Dan Reynolds has a gift for ambiguity.

This time around, the melancholy frontman for Imagine Dragons has teamed up Swedish EDM producer Kygo to create a digital single that hovers in a grey area between hope and pain, yearning and futility.

After my first listen, I asked myself, "Am I supposed to feel happy or sad here?" After the second listen, I realized (as is often the case with Imagine Dragons) that the answer to that accidental trick question is yes.

Finally, when I learned about some of the sad circumstances in Dan Reynolds' personal life as of late, that dichotomy between conflicting, fluctuating emotions made complete sense.

Love That Lasts … Forever?

Reynolds and his band tend to tell stories using impressionistic lyrical flourishes that suggest emotions more than absolutely spelling them out. And so it is here, with Reynolds' evocative lyrics overlaying Kygo's standard-issue, mid-tempo EDM beat.

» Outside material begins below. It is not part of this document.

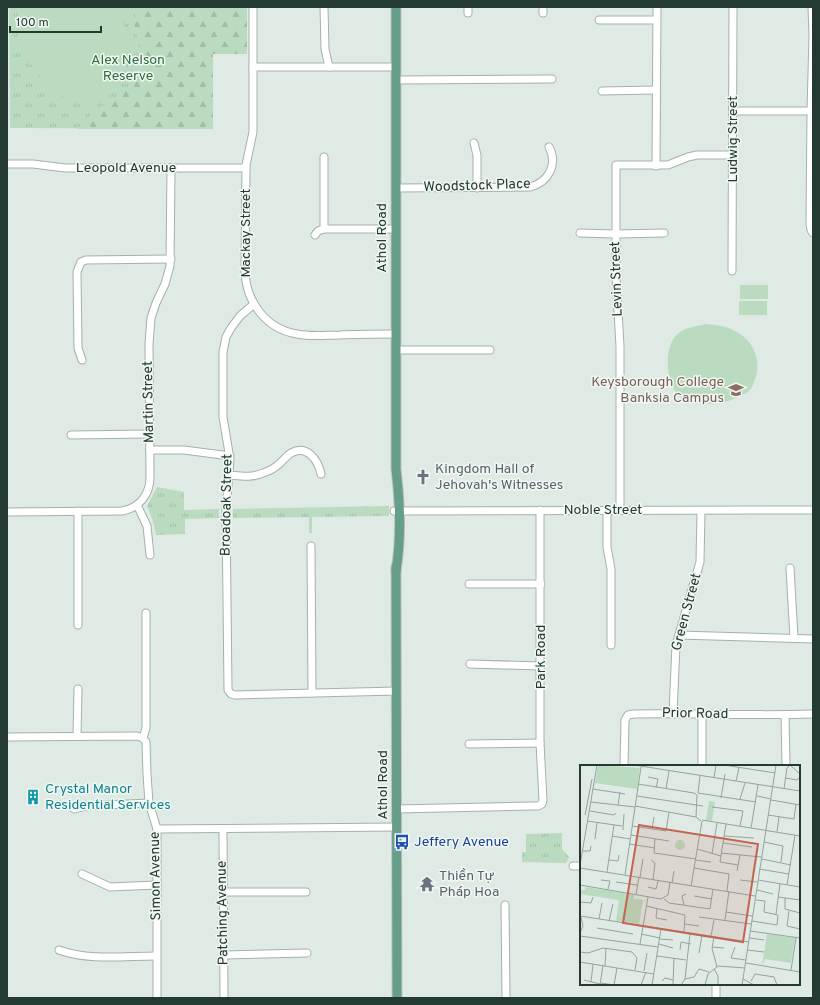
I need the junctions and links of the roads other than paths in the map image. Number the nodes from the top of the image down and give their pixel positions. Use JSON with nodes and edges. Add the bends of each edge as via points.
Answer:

The first verse contains the seeds of both hope and despair that will germinate and intertwine throughout the balance of the song. We begin with the specter of failure: "I know I've give up/A hundred times before," Reynolds confesses. But then comes the hope that failure won't have the last word: "But I know a miracle/Is not something to ignore."

The song's pre-chorus suggests a relationship descending into accusatory acrimony: "You take me for a fool," Reynolds sings bitterly. But the chorus itself recalls a connection that once felt complete, not fractured: "I never knew anybody 'til I knew you," he sings before veering back into a more melancholy vein: "And I know when it rains, oh, it pours." Still, a poignant line concludes that conflicted chorus: "And I know I was born to be yours."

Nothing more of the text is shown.